### PROBLEM REQUIREMENTS:
Work out how many lines in the data below contain the string "Mella", and reply with that figure alone.

[Stored entries]
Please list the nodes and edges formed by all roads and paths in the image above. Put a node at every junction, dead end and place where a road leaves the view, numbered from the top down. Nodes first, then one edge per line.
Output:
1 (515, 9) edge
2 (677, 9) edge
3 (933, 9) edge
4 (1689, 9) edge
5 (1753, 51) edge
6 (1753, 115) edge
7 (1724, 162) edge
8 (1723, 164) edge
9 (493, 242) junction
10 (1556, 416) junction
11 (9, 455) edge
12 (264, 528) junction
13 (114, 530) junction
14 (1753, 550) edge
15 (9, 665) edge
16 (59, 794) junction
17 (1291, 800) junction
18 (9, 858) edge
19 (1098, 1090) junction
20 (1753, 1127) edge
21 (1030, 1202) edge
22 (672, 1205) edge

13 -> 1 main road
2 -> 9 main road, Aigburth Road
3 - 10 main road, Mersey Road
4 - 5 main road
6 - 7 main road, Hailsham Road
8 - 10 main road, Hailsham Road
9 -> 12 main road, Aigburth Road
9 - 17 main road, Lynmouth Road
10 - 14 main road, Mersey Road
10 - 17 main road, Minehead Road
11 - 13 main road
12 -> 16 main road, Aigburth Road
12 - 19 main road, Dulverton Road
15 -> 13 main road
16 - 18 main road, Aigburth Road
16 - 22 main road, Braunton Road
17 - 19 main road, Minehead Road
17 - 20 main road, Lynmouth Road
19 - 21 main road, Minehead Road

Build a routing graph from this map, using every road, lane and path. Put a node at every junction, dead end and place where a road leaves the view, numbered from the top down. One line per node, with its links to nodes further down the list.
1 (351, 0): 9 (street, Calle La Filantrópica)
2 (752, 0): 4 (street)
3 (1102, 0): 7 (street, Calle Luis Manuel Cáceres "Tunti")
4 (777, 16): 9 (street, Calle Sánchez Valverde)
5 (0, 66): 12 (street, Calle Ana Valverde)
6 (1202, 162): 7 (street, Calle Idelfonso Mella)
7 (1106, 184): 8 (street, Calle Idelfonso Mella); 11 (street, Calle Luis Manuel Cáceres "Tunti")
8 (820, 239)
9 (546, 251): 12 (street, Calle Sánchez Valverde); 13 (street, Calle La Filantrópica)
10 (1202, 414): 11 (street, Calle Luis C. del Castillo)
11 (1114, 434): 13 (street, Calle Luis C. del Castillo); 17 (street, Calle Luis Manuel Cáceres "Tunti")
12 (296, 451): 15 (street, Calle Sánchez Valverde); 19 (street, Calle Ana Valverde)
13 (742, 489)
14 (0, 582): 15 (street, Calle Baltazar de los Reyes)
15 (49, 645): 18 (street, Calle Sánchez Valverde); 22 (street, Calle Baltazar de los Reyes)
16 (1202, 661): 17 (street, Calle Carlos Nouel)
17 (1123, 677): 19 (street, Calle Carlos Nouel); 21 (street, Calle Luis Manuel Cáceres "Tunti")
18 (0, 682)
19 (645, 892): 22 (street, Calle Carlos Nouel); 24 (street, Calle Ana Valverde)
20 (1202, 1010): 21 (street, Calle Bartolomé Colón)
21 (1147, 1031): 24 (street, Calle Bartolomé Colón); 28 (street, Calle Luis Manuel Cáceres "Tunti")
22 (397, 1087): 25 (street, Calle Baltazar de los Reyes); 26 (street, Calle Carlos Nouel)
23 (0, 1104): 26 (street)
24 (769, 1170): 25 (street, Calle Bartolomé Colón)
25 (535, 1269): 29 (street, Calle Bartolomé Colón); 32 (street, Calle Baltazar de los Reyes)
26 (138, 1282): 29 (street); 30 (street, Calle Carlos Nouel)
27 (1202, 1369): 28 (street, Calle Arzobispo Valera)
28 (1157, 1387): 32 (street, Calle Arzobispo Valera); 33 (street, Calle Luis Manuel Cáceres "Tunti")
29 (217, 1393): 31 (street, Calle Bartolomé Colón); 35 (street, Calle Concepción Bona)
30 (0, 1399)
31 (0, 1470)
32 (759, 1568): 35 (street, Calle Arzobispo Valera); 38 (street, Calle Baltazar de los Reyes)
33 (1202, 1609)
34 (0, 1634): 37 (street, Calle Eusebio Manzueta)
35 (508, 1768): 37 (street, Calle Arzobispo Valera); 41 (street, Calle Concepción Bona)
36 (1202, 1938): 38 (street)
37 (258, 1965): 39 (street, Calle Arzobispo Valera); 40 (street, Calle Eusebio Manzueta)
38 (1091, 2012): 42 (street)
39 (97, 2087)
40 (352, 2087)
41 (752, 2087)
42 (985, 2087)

### THE COMPLETED TASK:
2